[Opening Record extracts section]
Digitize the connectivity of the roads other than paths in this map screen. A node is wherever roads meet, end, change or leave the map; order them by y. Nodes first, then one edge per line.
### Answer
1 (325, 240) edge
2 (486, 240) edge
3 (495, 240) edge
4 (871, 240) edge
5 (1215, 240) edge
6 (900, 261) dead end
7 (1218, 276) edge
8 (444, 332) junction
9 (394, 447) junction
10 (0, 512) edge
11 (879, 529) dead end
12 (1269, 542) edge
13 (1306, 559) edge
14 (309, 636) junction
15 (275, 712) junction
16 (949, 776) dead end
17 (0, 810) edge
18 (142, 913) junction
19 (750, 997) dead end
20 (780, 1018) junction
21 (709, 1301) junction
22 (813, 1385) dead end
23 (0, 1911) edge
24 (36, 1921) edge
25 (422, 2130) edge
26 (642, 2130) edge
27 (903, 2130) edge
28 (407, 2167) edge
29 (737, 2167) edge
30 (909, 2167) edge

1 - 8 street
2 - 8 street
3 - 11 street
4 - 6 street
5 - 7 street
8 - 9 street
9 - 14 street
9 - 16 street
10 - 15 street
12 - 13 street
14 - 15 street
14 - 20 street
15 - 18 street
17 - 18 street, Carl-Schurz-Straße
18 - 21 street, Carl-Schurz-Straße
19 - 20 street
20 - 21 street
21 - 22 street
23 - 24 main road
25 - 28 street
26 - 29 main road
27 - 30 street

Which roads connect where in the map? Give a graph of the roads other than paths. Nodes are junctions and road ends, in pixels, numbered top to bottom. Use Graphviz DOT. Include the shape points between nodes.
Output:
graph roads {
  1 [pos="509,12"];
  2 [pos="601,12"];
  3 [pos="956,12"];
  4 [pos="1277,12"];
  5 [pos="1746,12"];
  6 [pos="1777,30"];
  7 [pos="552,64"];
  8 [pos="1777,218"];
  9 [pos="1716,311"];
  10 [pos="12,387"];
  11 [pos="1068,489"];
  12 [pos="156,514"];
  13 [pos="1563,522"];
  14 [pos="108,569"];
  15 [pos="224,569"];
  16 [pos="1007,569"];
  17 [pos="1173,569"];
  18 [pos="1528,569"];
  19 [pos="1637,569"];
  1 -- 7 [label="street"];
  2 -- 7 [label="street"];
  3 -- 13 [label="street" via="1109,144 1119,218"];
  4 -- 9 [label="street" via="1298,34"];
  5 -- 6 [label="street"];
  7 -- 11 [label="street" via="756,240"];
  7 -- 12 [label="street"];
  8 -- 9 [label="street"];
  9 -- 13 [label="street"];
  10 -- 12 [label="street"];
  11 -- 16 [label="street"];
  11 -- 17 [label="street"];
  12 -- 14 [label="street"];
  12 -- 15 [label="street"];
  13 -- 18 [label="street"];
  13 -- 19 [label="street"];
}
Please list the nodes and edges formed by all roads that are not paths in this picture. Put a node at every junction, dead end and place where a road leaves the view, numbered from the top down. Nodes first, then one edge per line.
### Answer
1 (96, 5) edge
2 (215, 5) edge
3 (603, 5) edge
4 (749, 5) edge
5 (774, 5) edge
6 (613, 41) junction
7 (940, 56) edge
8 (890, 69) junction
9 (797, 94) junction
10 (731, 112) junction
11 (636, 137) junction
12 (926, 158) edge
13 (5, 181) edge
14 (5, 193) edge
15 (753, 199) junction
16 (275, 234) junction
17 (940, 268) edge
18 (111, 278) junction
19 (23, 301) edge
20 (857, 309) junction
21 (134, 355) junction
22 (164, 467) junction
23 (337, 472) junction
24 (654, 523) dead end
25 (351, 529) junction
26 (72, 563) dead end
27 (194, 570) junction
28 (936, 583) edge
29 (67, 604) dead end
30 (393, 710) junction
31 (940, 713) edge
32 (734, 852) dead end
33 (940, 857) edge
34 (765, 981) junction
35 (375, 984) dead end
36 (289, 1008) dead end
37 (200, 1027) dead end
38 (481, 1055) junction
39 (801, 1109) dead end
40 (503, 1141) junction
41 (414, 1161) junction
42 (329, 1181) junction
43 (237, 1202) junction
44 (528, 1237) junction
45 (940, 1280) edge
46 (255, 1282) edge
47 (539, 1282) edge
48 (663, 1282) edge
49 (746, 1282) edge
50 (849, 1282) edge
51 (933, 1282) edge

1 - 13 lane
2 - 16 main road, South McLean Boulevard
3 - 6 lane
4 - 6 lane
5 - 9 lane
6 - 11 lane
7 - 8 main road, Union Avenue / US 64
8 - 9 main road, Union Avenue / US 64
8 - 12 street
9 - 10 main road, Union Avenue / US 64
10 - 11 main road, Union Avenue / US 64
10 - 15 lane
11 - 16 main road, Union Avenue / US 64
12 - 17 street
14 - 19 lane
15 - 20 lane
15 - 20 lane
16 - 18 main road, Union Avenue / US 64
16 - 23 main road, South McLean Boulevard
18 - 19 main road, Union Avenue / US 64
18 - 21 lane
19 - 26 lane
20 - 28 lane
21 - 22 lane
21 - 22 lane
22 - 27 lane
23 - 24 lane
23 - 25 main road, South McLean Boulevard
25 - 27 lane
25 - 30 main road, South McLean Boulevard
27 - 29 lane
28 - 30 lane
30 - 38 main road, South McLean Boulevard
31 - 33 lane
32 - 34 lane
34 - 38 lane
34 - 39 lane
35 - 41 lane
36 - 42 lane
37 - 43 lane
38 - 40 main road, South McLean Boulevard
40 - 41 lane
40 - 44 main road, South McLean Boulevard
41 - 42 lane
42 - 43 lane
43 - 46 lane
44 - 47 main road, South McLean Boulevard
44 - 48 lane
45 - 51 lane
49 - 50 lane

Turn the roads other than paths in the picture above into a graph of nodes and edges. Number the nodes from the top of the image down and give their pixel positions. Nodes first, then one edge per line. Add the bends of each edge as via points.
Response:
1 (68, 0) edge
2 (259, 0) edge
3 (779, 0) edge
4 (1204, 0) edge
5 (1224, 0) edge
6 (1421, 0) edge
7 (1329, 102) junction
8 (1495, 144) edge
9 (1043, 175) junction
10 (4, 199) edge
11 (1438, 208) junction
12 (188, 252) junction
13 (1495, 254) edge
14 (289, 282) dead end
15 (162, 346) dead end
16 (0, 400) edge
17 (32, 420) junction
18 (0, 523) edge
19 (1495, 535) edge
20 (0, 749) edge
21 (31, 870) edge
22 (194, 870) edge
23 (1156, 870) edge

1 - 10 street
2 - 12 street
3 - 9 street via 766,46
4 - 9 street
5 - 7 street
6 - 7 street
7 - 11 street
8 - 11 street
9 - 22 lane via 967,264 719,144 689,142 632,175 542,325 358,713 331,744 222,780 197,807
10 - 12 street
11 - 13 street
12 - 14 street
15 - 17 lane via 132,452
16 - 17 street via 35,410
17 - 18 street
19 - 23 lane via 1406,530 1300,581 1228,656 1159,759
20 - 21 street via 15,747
[Closing Record extracts section]
Search the entries above for "South". Return every line that has it.

:: Finished exercise ::
2 - 16 main road, South McLean Boulevard
16 - 23 main road, South McLean Boulevard
23 - 25 main road, South McLean Boulevard
25 - 30 main road, South McLean Boulevard
30 - 38 main road, South McLean Boulevard
38 - 40 main road, South McLean Boulevard
40 - 44 main road, South McLean Boulevard
44 - 47 main road, South McLean Boulevard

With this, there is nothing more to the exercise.